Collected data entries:
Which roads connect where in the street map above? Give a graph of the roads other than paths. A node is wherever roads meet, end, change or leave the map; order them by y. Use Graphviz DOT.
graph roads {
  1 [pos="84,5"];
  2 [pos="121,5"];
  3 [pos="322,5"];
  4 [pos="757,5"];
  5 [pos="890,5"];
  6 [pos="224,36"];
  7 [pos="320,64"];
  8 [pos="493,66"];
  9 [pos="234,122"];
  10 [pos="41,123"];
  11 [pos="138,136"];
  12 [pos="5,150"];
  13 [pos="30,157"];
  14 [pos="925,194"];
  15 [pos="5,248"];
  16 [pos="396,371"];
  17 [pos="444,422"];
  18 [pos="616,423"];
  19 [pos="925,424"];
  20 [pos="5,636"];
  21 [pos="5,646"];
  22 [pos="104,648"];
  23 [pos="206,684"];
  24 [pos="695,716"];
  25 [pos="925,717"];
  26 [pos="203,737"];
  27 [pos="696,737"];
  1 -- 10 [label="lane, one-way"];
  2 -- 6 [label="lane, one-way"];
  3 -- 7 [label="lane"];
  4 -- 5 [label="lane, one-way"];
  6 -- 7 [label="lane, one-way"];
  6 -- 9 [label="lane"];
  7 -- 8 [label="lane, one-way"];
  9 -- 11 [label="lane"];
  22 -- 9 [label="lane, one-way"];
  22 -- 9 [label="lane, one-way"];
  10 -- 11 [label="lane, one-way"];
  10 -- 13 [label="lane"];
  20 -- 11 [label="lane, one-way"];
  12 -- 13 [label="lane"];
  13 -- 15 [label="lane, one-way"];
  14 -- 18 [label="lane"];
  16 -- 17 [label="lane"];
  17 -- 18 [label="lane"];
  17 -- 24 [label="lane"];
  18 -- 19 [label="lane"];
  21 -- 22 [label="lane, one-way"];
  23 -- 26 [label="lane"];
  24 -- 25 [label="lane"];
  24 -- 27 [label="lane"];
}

• What is being asked
If a line above holds the string "roads", copy it out.

• Task answer
Which roads connect where in the street map above? Give a graph of the roads other than paths. A node is wherever roads meet, end, change or leave the map; order them by y. Use Graphviz DOT.
graph roads {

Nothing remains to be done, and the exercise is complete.